Proclamation of the “General Instructions on Human Gene Therapy Products (Draft)”

General Introduction to Gene Therapy Products for Human Use (Draft for Public Notice)

Overview

Gene therapy products are usually composed of vectors or delivery systems containing engineered gene constructs. Their active ingredients can be DNA, RNA, genetically modified viruses, bacteria or cells. By introducing exogenous genes into target cells or tissues, specific genes are replaced, compensated, blocked or corrected to achieve the purpose of treating diseases.

Depending on the different vectors, gene therapy products can be divided into gene therapy products with viruses as vectors, gene therapy products with plasmid DNA as vectors, and gene therapy products with bacteria as vectors. Among them, gene therapy products with viruses and plasmid DNA as vectors are the most common.

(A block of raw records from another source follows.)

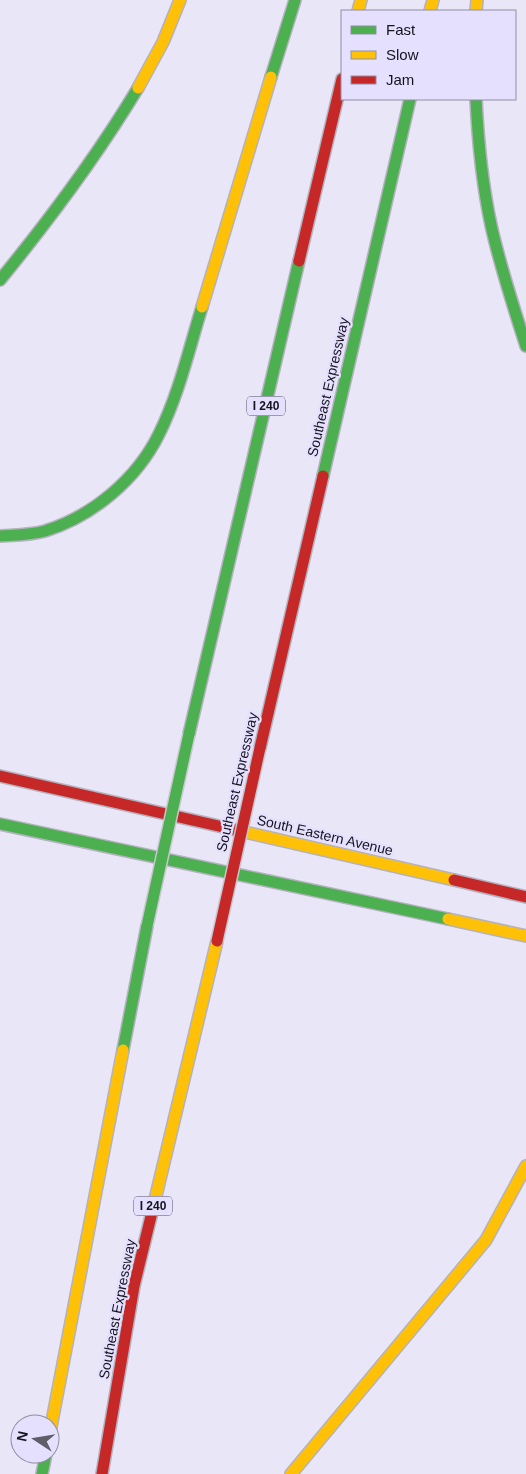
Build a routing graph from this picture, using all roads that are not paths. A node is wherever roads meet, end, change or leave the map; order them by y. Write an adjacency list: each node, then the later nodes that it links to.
1 (180, 0): 6 (main road)
2 (295, 0): 8 (main road)
3 (341, 83): 14 (main road, I 240, bridge)
4 (410, 100): 15 (main road, Southeast Expressway / I 240, bridge)
5 (476, 100): 7 (main road)
6 (0, 280)
7 (526, 346)
8 (0, 536)
9 (0, 776): 11 (main road, South Eastern Avenue)
10 (0, 824): 12 (main road)
11 (526, 897)
12 (526, 936)
13 (526, 1166): 16 (main road)
14 (53, 1414)
15 (102, 1474)
16 (291, 1474)

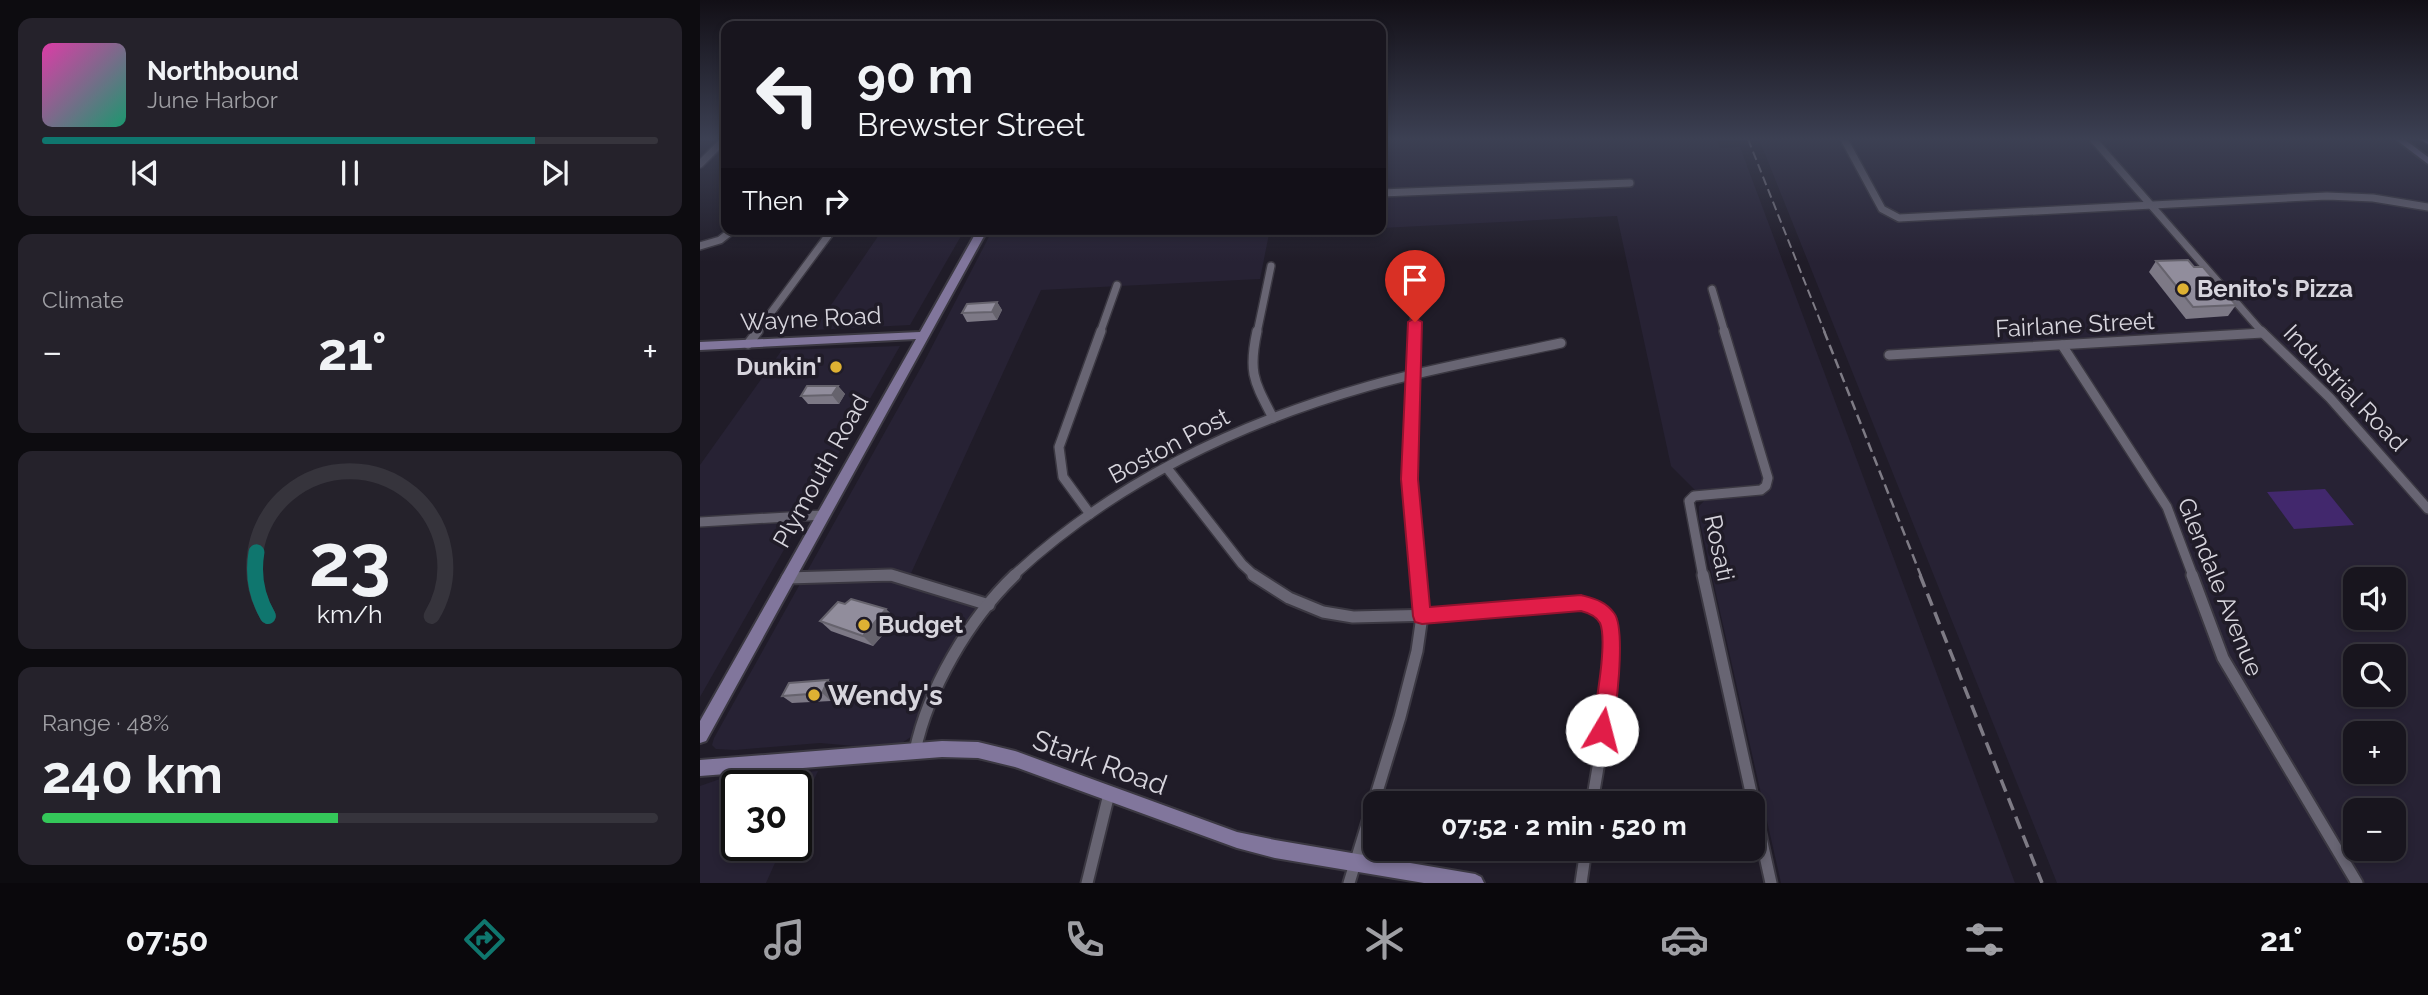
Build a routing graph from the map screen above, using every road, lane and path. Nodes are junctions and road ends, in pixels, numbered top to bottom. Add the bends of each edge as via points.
1 (1866, 180) edge
2 (2129, 180) edge
3 (1630, 183) dead end
4 (1386, 193) edge
5 (2151, 205) junction
6 (2428, 207) edge
7 (726, 235) edge
8 (829, 235) edge
9 (980, 235) edge
10 (700, 246) edge
11 (1416, 260) dead end
12 (1271, 266) dead end
13 (1117, 285) dead end
14 (1712, 289) dead end
15 (2263, 333) junction
16 (925, 335) junction
17 (1561, 343) dead end
18 (748, 344) junction
19 (2062, 345) junction
20 (700, 346) edge
21 (1889, 355) dead end
22 (1412, 377) junction
23 (1273, 418) junction
24 (1167, 468) junction
25 (2428, 509) edge
26 (823, 514) junction
27 (1090, 514) junction
28 (700, 522) edge
29 (787, 578) junction
30 (989, 605) junction
31 (1422, 616) junction
32 (700, 736) edge
33 (915, 751) junction
34 (700, 768) edge
35 (1594, 791) edge
36 (1109, 794) junction
37 (1584, 861) edge
38 (1354, 863) junction
39 (1087, 883) edge
40 (1349, 883) edge
41 (1475, 883) edge
42 (1581, 883) edge
43 (1771, 883) edge
44 (2357, 883) edge

1 - 5 street via 1882,209 1906,218
2 - 5 street, Industrial Road
3 - 4 street
5 - 6 street via 2343,196
5 - 15 street, Industrial Road
7 - 10 street
8 - 18 street
9 - 16 main road, Plymouth Road
11 - 22 street
12 - 23 street via 1251,361 1255,383
13 - 27 street via 1059,447 1063,477
14 - 43 street, Rosati via 1768,478 1761,490 1694,496 1689,511
15 - 19 street, Fairlane Street
15 - 25 street, Industrial Road via 2330,398
16 - 18 main road, Wayne Road
16 - 26 main road, Plymouth Road
17 - 22 street, Boston Post
18 - 20 main road, Wayne Road
19 - 21 street, Fairlane Street
19 - 44 street, Glendale Avenue via 2167,507 2223,658
22 - 23 street, Boston Post
22 - 31 street via 1410,479
23 - 24 street, Boston Post
24 - 27 street, Boston Post
24 - 31 street via 1242,564 1273,590 1340,615
26 - 28 street
26 - 29 main road, Plymouth Road
27 - 30 street, Boston Post via 1013,576
29 - 30 street via 891,575
29 - 32 street, Plymouth Road
30 - 33 street, Boston Post via 943,673
31 - 35 street via 1581,603 1601,610 1610,625 1611,660
31 - 38 street via 1400,717
33 - 34 street, Stark Road
33 - 36 main road, Stark Road via 997,753
36 - 38 main road, Stark Road via 1237,840
36 - 39 street
37 - 42 street
38 - 40 street
38 - 41 main road, Stark Road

This general introduction is a general technical requirement for the production and quality control of gene therapy products, focusing on gene therapy products with viruses and plasmid DNA as vectors. Vectors used for gene-modified cells (autologous or allogeneic somatic cells modified in vitro or in vitro with gene therapy vectors before being introduced into subjects or patients) are also applicable to this general introduction. Specific varieties should also formulate relevant requirements in combination with the characteristics of the products themselves.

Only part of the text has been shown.